EXERCISE: Beneath this instruction is a listing; write out exactly the line that contains "Please list the" and each line after it to the last.

DATASET EXTRACT:
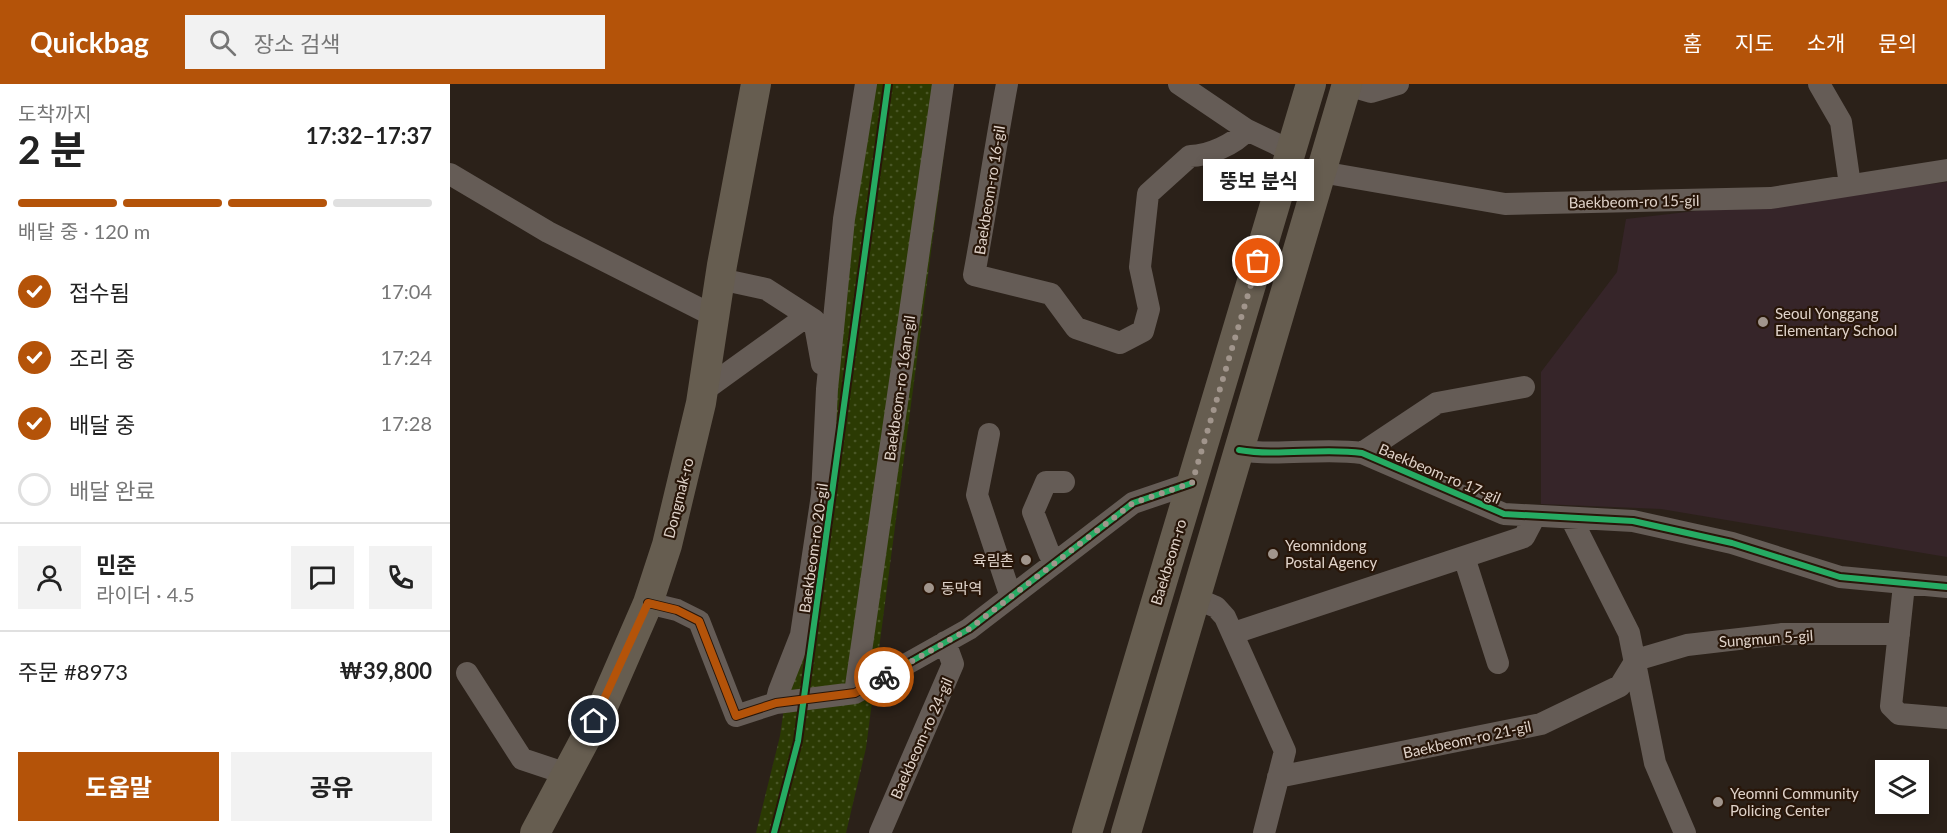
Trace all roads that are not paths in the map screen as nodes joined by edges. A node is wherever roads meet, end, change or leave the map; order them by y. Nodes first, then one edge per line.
1 (756, 84) edge
2 (866, 84) edge
3 (943, 84) edge
4 (1007, 84) edge
5 (1179, 84) edge
6 (1311, 84) edge
7 (1347, 84) edge
8 (1398, 84) edge
9 (1819, 84) edge
10 (1247, 130) junction
11 (1291, 151) junction
12 (1947, 170) edge
13 (1321, 172) junction
14 (450, 174) edge
15 (1850, 185) junction
16 (720, 279) junction
17 (714, 316) junction
18 (807, 316) junction
19 (1524, 387) dead end
20 (827, 389) junction
21 (703, 391) junction
22 (989, 434) dead end
23 (1239, 450) junction
24 (1362, 453) junction
25 (1064, 482) dead end
26 (1192, 483) junction
27 (1535, 516) junction
28 (1571, 518) junction
29 (1464, 557) junction
30 (1055, 563) junction
31 (1904, 585) junction
32 (1947, 587) edge
33 (1011, 597) junction
34 (1195, 598) junction
35 (648, 603) junction
36 (1234, 633) junction
37 (1899, 634) junction
38 (945, 642) junction
39 (1636, 660) junction
40 (1498, 663) dead end
41 (467, 673) dead end
42 (855, 693) junction
43 (776, 703) junction
44 (1947, 718) edge
45 (567, 774) junction
46 (1278, 777) junction
47 (535, 833) edge
48 (880, 833) edge
49 (1087, 833) edge
50 (1126, 833) edge
51 (1264, 833) edge
52 (1685, 833) edge

1 - 16 main road, Dongmak-ro
2 - 20 street
3 - 42 street, Baekbeom-ro 16an-gil
4 - 10 street, Baekbeom-ro 16-gil
5 - 10 street
6 - 11 main road, Baekbeom-ro
7 - 8 street
7 - 13 main road
9 - 15 street
10 - 11 street
11 - 26 main road, Baekbeom-ro
12 - 15 street, Baekbeom-ro 15-gil
13 - 15 street, Baekbeom-ro 15-gil
13 - 23 main road
14 - 17 street
16 - 17 main road, Dongmak-ro
16 - 18 street
17 - 21 main road, Dongmak-ro
18 - 20 street
18 - 21 street
19 - 24 street, Baekbeom-ro 17-gil
20 - 43 street, Baekbeom-ro 20-gil
21 - 35 main road, Dongmak-ro
22 - 33 street
23 - 24 street, Baekbeom-ro 17-gil
23 - 34 main road
24 - 27 street, Baekbeom-ro 17-gil
25 - 30 street
26 - 30 street
26 - 49 main road, Baekbeom-ro
27 - 28 street, Baekbeom-ro 17-gil
27 - 29 street
28 - 31 street, Baekbeom-ro 17-gil
28 - 39 street
29 - 36 street
29 - 40 street
30 - 33 street
31 - 32 street, Baekbeom-ro 17-gil
31 - 37 street
33 - 38 street
34 - 36 street
34 - 50 main road
35 - 43 street
35 - 45 main road, Dongmak-ro
36 - 46 street
37 - 39 street, Sungmun 5-gil
37 - 44 street
38 - 42 street
38 - 48 street, Baekbeom-ro 24-gil
39 - 46 street, Baekbeom-ro 21-gil
39 - 52 street
41 - 45 street
42 - 43 street
45 - 47 main road, Dongmak-ro
46 - 51 street

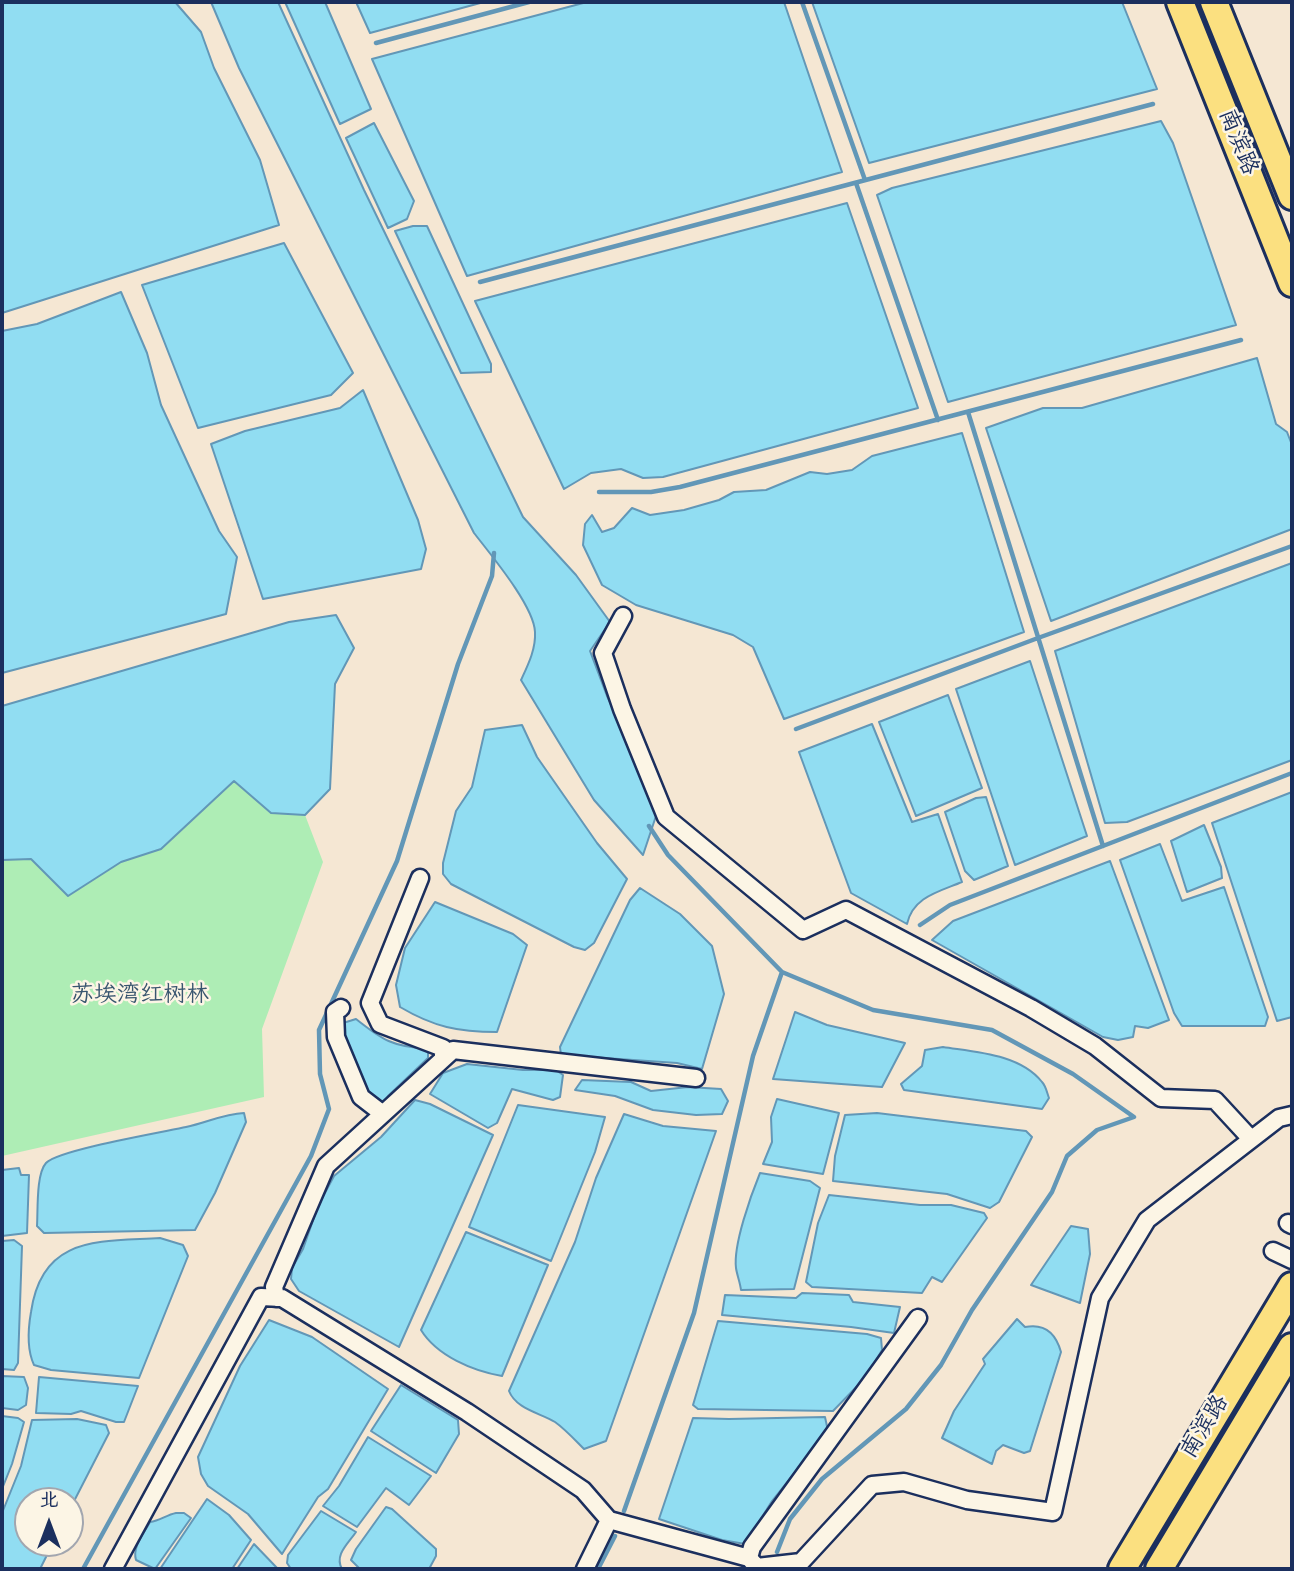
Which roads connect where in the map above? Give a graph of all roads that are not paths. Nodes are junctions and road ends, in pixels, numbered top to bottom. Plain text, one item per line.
1 (1180, 2) edge
2 (1214, 2) edge
3 (1292, 196) edge
4 (1292, 284) edge
5 (623, 616) dead end
6 (420, 878) dead end
7 (341, 1008) dead end
8 (443, 1059) junction
9 (696, 1078) dead end
10 (383, 1114) junction
11 (1292, 1115) edge
12 (1251, 1139) junction
13 (1273, 1251) dead end
14 (1292, 1259) edge
15 (1292, 1286) edge
16 (276, 1298) junction
17 (918, 1318) dead end
18 (1292, 1347) edge
19 (609, 1520) junction
20 (749, 1558) junction
21 (113, 1569) edge
22 (585, 1569) edge
23 (1122, 1569) edge
24 (1159, 1569) edge

1 - 4 main road, 南滨路
2 - 3 main road, 南滨路
5 - 12 street
6 - 8 street
7 - 10 street
8 - 9 street
8 - 10 street
10 - 16 street
11 - 12 street
12 - 20 street
13 - 14 street
15 - 23 main road, 南滨路
16 - 19 street
16 - 21 street
17 - 20 street
18 - 24 main road, 南滨路
19 - 20 street
19 - 22 street

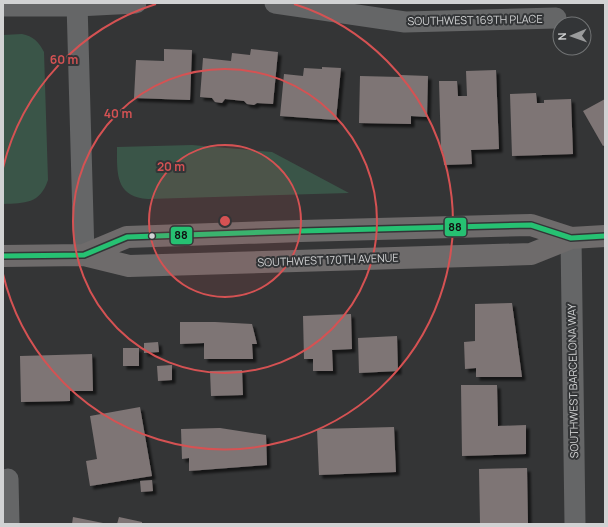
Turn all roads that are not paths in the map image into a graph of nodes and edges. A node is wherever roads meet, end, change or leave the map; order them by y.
1 (136, 3) edge
2 (275, 3) edge
3 (77, 4) edge
4 (3, 6) edge
5 (552, 18) edge
6 (605, 236) edge
7 (570, 238) junction
8 (84, 254) junction
9 (3, 256) edge
10 (8, 479) dead end
11 (9, 524) edge
12 (575, 524) edge

1 - 3 street
2 - 5 street, SOUTHWEST 169TH PLACE
3 - 4 street
3 - 8 street
6 - 7 main road, SOUTHWEST 170TH AVENUE
7 - 8 main road, SOUTHWEST 170TH AVENUE
7 - 8 main road, SOUTHWEST 170TH AVENUE
7 - 12 street, SOUTHWEST BARCELONA WAY
8 - 9 main road, SOUTHWEST 170TH AVENUE
10 - 11 street

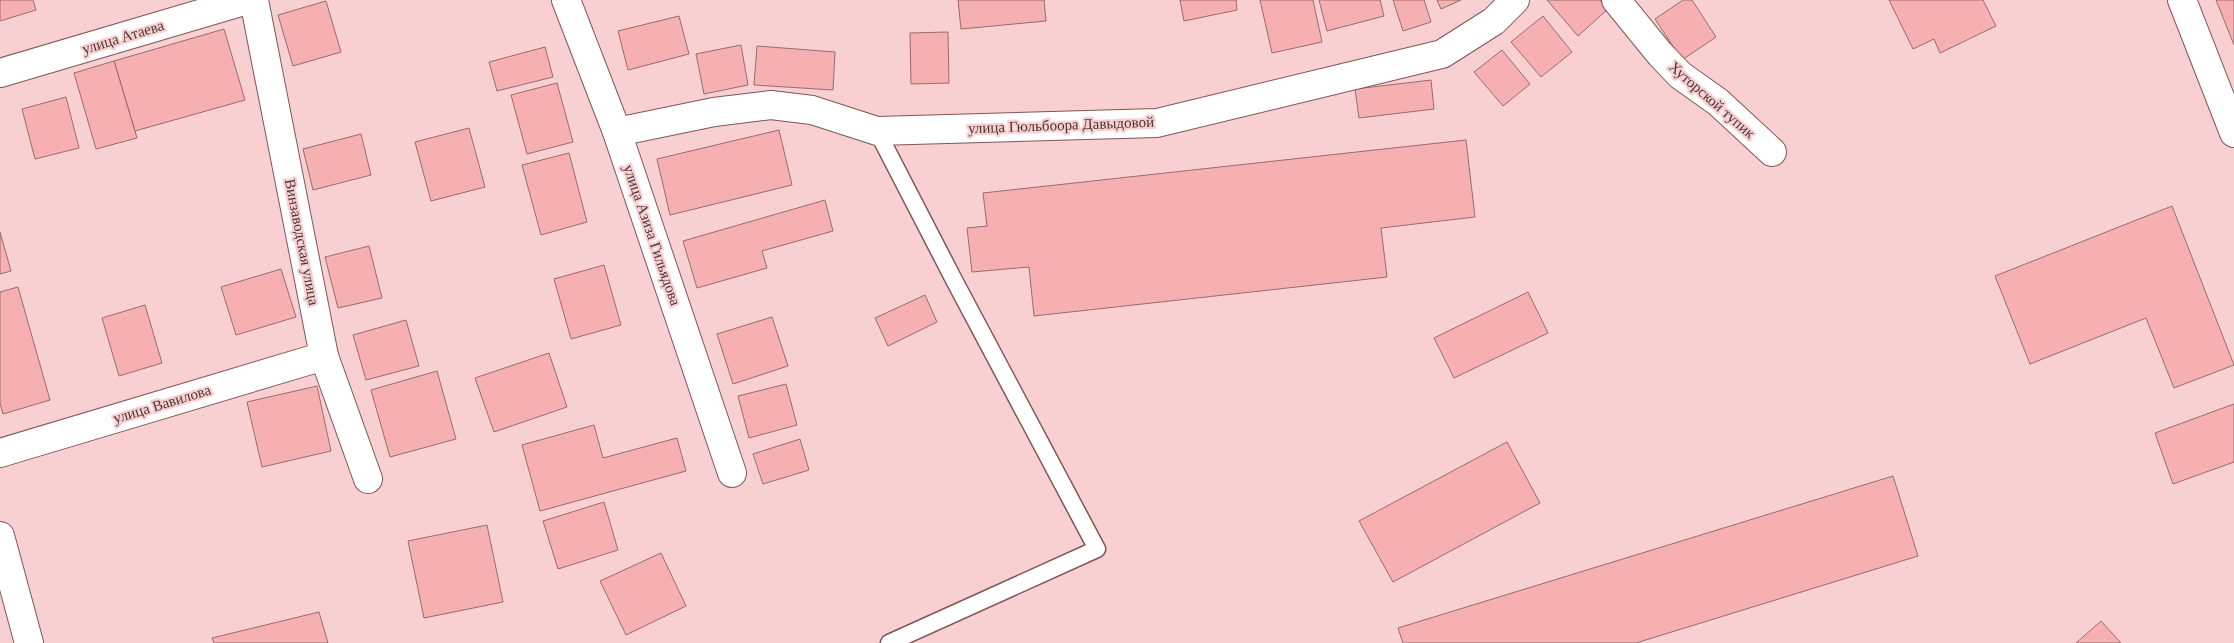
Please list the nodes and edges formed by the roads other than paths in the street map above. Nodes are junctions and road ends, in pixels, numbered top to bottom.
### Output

ANSWER FOR THE TASK:
Please list the nodes and edges formed by the roads other than paths in the street map above. Nodes are junctions and road ends, in pixels, numbered top to bottom.
### Output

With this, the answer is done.